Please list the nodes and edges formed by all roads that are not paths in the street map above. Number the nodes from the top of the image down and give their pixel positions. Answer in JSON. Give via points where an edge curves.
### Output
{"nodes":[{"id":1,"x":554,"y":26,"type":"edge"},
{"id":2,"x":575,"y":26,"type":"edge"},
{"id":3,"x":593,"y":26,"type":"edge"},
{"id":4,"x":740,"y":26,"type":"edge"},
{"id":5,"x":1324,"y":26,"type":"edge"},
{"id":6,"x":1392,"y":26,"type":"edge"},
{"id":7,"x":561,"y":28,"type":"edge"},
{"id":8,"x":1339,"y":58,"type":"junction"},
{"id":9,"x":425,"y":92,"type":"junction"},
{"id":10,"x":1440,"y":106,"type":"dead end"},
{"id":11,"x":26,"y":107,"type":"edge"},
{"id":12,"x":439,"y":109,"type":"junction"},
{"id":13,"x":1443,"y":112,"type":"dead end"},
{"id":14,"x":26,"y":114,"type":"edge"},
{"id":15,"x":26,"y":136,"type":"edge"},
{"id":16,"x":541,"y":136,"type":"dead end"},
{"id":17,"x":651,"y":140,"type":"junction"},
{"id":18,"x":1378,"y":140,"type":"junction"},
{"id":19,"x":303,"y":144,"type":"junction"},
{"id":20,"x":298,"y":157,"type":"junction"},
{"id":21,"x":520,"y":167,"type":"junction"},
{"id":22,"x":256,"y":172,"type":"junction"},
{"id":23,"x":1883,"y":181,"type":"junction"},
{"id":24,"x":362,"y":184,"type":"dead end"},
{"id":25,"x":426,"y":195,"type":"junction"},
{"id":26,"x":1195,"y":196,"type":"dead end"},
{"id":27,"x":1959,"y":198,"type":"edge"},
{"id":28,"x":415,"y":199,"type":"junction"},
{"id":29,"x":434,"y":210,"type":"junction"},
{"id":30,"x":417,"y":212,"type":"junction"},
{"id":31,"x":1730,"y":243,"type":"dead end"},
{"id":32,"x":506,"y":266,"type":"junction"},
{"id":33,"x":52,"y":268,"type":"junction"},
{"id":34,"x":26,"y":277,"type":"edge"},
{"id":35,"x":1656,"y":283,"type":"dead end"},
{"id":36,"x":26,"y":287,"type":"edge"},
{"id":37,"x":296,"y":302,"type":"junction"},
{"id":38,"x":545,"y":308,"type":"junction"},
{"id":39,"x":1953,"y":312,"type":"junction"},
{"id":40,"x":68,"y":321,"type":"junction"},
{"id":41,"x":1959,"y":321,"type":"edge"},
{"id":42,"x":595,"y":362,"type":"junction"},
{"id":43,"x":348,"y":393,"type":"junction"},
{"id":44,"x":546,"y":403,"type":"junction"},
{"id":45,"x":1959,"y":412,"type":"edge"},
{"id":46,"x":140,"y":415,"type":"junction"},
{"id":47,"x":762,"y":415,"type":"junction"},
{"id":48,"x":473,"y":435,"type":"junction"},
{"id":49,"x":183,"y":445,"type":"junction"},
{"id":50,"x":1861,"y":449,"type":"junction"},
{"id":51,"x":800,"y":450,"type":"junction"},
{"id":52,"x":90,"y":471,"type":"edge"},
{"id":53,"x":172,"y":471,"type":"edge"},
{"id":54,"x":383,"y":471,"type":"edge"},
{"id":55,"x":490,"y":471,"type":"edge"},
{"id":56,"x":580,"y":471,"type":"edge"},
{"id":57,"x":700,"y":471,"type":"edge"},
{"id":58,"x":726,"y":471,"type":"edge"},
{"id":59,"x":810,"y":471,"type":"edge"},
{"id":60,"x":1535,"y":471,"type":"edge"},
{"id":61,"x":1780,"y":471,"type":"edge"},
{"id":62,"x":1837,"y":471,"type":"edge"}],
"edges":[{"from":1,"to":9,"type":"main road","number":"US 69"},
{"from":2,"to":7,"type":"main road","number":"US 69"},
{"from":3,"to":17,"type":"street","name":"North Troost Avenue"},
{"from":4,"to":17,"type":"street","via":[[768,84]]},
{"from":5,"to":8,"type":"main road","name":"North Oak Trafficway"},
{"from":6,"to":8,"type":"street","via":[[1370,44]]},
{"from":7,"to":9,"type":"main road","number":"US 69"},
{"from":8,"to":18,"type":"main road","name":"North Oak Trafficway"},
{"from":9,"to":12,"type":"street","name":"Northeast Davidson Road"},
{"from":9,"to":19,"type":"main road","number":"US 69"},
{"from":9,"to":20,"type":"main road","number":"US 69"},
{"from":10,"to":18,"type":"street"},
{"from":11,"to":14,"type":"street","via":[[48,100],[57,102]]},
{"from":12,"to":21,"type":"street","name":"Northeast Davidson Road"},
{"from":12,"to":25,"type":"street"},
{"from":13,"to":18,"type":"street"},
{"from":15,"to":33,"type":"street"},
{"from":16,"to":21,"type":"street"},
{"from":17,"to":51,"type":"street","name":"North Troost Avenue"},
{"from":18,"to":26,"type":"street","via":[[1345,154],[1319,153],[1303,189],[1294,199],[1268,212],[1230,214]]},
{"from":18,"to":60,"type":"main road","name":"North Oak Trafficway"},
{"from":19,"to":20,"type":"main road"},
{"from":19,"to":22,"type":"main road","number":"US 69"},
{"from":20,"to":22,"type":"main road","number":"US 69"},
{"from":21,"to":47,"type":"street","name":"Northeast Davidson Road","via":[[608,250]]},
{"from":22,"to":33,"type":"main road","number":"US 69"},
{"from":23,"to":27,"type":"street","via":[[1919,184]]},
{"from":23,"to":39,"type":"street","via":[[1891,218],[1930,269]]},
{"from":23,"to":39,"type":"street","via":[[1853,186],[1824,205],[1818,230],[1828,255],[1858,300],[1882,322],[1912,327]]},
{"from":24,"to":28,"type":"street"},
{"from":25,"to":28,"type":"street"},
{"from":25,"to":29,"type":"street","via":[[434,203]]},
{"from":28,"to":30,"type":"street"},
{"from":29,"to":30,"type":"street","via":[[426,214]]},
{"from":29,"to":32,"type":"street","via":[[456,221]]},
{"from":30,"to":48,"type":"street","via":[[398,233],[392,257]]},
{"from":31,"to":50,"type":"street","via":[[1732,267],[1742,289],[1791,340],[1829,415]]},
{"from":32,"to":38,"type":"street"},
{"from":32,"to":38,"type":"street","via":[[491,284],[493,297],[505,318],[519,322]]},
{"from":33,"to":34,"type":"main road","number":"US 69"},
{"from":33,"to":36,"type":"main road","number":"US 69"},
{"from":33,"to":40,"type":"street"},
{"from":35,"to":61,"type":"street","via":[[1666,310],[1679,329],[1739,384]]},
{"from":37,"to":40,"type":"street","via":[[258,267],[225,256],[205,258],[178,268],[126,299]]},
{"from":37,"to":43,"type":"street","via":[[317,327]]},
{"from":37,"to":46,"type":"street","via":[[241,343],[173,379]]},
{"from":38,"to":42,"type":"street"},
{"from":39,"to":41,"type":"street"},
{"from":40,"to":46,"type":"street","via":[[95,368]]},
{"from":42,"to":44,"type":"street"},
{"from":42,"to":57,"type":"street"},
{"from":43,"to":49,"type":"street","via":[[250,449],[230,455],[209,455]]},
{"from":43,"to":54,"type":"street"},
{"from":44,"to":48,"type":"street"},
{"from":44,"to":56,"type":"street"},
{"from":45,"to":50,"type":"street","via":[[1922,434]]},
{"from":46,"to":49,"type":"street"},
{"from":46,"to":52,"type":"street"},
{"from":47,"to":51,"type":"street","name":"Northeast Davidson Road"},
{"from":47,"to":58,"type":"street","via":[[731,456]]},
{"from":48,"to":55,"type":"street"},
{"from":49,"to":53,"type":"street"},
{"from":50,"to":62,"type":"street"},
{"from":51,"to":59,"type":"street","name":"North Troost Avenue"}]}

========

§ **TASK DESCRIPTION**
Tell how many lines of the listing contain the string "Trafficway", giving the number without any other words.

§ **RESULT OF THIS TASK**
3